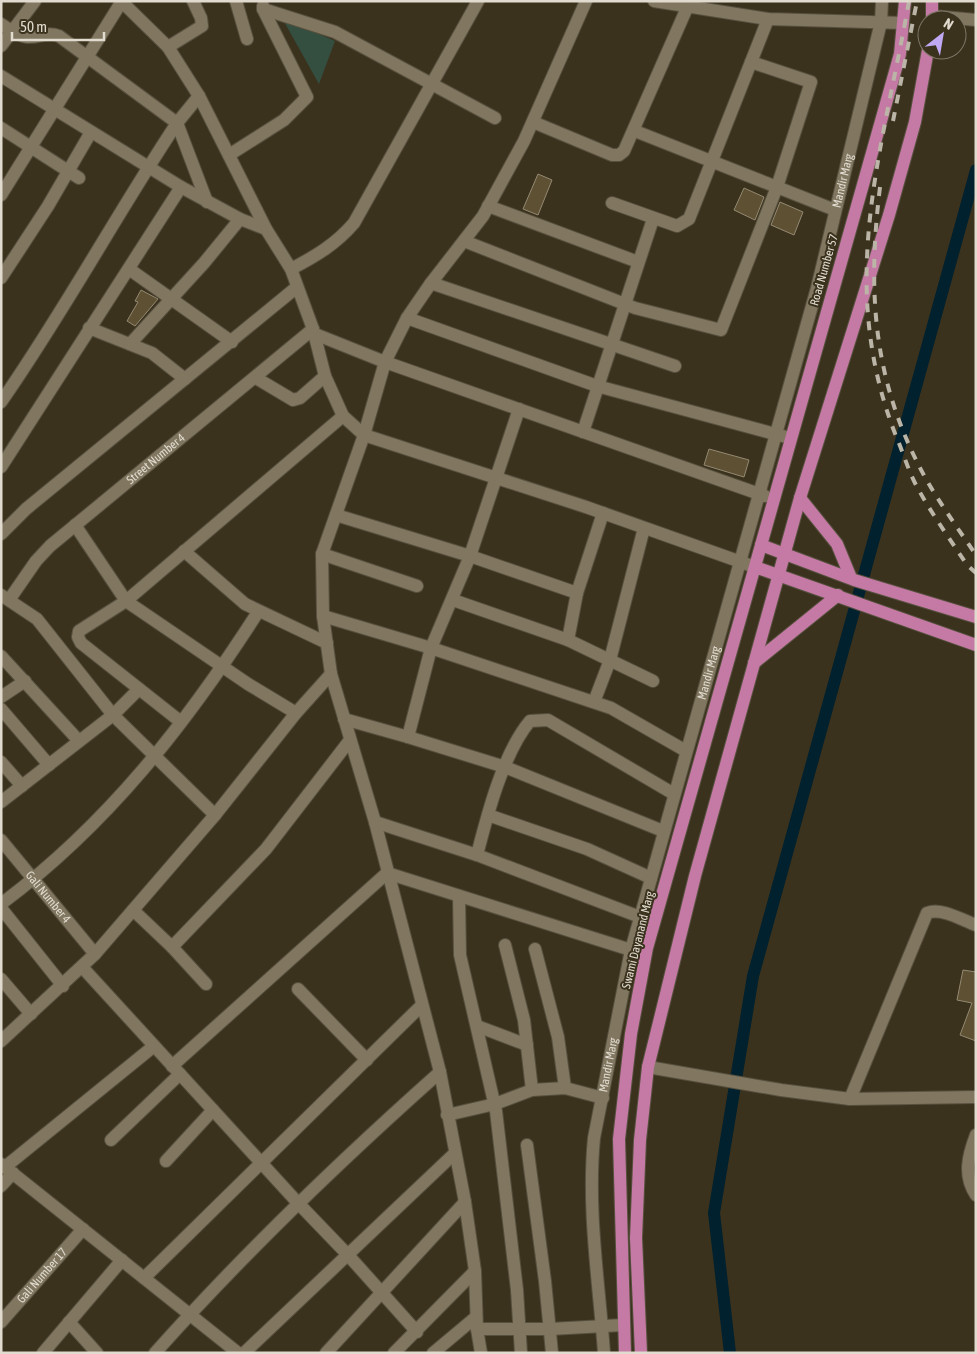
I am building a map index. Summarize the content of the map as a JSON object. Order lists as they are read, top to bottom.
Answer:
{
  "streets": {
    "main road": ["Road Number 57", "Swami Dayanand Marg"],
    "street": [
      "Mandir Marg",
      "Street Number 4",
      "Gali Number 4",
      "Gali Number 17"
    ]
  },
  "crossings": [
    ["Road Number 57", "Swami Dayanand Marg"]
  ],
  "scale_bar": "50 m",
  "north": "top right"
}
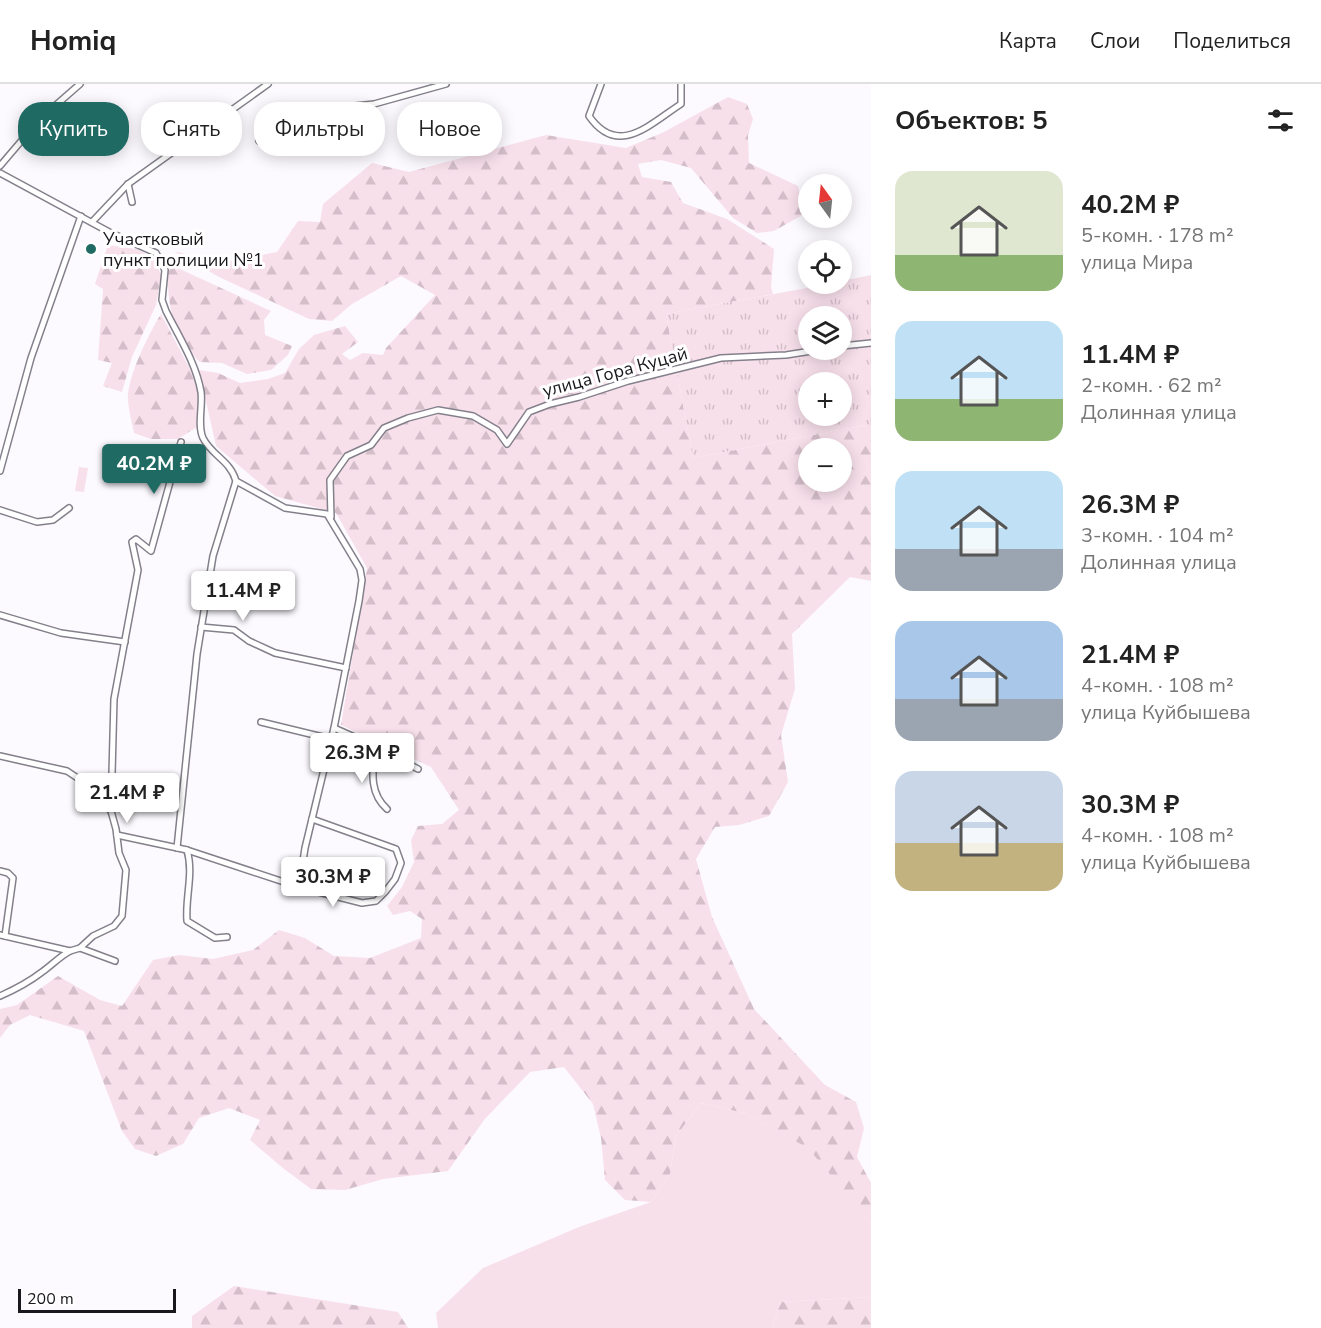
· · ·
§ **Work to complete**:
Transcribe the records word for word and include no pictures.

§ **Output for this task**:
I am building a map index. Summarize the content of the map as a JSON object. Order lists as they are read, top to bottom.
Answer:
{
  "streets": {
    "main road": ["Road Number 57", "Swami Dayanand Marg"],
    "street": [
      "Mandir Marg",
      "Street Number 4",
      "Gali Number 4",
      "Gali Number 17"
    ]
  },
  "crossings": [
    ["Road Number 57", "Swami Dayanand Marg"]
  ],
  "scale_bar": "50 m",
  "north": "top right"
}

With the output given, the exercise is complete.